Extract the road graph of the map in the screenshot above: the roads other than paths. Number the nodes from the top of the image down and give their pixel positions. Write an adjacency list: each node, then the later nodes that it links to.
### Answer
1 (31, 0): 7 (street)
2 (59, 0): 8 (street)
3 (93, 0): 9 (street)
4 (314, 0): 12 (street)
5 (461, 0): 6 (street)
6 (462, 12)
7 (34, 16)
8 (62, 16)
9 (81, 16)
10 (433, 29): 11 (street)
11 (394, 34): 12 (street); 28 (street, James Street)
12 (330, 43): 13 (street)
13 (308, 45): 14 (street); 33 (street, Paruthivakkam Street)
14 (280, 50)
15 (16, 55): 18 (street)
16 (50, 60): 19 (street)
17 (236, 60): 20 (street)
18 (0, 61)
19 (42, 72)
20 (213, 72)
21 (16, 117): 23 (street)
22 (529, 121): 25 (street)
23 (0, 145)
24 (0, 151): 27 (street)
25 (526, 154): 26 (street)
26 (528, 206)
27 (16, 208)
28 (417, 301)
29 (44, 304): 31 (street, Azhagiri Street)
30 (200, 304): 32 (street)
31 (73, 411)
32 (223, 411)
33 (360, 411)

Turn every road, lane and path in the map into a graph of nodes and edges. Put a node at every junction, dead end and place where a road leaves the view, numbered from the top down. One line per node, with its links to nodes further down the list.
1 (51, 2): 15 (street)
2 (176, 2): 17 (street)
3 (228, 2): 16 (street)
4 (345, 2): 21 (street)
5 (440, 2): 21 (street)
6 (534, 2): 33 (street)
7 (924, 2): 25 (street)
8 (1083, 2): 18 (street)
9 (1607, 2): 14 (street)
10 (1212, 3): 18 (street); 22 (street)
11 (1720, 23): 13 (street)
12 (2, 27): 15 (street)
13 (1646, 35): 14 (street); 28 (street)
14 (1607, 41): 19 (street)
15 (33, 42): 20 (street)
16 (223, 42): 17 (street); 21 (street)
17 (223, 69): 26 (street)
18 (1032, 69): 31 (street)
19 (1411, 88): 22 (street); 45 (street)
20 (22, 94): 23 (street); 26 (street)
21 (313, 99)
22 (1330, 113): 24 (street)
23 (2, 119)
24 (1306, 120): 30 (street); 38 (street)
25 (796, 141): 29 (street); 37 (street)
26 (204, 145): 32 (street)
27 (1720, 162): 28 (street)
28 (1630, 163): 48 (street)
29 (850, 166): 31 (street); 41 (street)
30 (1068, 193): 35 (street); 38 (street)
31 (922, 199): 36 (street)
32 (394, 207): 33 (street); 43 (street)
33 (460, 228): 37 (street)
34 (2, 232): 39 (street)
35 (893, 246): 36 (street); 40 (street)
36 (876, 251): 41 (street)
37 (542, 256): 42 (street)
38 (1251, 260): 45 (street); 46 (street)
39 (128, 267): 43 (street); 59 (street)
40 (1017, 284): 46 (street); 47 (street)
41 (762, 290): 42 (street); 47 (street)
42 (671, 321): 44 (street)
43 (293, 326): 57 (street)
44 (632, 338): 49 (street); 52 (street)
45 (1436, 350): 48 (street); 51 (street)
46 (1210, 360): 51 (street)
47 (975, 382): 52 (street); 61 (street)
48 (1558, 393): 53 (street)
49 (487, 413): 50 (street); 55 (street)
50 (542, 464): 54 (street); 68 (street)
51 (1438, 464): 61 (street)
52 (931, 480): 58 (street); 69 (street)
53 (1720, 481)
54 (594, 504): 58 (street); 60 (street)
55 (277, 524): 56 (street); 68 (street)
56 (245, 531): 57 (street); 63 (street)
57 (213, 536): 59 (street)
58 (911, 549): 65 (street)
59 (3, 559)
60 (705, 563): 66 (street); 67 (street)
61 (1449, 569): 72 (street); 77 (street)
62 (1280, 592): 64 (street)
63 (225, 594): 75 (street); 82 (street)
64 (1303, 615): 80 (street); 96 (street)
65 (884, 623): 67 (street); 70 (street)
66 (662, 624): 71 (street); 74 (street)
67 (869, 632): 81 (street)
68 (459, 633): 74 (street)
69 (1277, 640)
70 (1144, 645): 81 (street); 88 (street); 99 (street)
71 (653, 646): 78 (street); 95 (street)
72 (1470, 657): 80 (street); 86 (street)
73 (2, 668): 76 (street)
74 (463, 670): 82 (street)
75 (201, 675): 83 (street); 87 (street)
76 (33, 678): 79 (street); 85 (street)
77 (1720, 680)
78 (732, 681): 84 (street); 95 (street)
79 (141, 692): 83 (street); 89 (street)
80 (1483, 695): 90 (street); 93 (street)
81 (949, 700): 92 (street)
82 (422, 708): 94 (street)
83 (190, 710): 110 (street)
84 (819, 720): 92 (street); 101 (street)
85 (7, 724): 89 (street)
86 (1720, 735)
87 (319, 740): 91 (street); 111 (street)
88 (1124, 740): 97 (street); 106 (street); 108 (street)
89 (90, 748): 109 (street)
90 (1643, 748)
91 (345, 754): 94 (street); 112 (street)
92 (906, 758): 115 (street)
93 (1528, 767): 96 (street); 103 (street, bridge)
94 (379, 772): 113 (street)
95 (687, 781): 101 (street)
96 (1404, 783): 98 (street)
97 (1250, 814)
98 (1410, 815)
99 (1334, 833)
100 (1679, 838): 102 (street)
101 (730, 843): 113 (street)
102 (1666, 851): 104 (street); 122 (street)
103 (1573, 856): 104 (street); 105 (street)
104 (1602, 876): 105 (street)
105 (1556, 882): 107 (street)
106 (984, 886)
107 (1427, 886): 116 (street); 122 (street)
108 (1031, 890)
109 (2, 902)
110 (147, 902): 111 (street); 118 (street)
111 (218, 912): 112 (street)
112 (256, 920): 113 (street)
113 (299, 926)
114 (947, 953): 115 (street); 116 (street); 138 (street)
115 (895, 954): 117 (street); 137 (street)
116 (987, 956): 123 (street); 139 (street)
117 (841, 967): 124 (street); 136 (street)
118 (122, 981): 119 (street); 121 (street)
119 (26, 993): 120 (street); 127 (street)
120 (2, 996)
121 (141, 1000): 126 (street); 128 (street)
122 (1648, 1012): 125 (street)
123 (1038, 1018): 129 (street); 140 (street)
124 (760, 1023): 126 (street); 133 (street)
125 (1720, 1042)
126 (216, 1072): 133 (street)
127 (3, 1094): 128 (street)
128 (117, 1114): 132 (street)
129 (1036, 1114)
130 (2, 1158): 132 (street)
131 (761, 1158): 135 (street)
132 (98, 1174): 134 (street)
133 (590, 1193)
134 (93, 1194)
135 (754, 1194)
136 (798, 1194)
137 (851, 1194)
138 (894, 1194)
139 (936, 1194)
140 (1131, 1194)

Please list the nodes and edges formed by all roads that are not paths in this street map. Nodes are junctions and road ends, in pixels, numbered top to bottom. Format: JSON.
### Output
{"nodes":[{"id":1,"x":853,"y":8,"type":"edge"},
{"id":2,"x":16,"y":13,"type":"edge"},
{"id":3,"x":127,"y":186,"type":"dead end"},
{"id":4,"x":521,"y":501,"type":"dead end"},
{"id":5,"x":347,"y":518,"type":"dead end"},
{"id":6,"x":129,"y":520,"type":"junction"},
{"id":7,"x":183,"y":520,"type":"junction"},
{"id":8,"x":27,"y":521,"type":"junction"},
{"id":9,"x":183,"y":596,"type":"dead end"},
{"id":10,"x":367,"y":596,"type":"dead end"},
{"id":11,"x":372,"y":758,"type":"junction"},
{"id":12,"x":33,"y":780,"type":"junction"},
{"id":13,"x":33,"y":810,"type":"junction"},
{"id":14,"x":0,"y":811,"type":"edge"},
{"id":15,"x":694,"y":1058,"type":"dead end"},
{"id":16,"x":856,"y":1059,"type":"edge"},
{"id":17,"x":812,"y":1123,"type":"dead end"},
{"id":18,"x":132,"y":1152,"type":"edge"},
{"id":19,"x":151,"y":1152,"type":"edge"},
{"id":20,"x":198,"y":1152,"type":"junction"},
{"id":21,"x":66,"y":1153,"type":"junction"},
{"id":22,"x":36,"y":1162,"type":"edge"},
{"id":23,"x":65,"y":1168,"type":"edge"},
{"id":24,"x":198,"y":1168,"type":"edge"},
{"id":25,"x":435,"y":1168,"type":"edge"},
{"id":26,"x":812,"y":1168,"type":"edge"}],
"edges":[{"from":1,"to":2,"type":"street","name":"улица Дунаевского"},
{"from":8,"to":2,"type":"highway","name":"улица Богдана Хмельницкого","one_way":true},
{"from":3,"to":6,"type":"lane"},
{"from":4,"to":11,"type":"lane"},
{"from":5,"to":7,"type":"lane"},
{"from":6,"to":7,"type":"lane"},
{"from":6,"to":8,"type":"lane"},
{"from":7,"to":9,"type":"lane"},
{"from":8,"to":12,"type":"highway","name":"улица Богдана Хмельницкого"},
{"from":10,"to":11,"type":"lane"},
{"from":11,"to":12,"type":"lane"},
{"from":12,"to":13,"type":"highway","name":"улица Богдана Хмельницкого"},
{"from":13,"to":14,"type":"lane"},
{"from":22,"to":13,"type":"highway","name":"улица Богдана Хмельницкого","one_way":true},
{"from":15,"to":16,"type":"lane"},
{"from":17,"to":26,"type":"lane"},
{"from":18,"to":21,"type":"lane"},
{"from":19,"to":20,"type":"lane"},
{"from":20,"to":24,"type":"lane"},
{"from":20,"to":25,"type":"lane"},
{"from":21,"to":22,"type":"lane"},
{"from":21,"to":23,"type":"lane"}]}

—————

▸ Exercise objective: Pull every line that holds the string "road" out of the records.

▸ Reply:
Extract the road graph of the map in the screenshot above: the roads other than paths. Number the nodes from the top of the image down and give their pixel positions. Write an adjacency list: each node, then the later nodes that it links to.
Turn every road, lane and path in the map into a graph of nodes and edges. Put a node at every junction, dead end and place where a road leaves the view, numbered from the top down. One line per node, with its links to nodes further down the list.
Please list the nodes and edges formed by all roads that are not paths in this street map. Nodes are junctions and road ends, in pixels, numbered top to bottom. Format: JSON.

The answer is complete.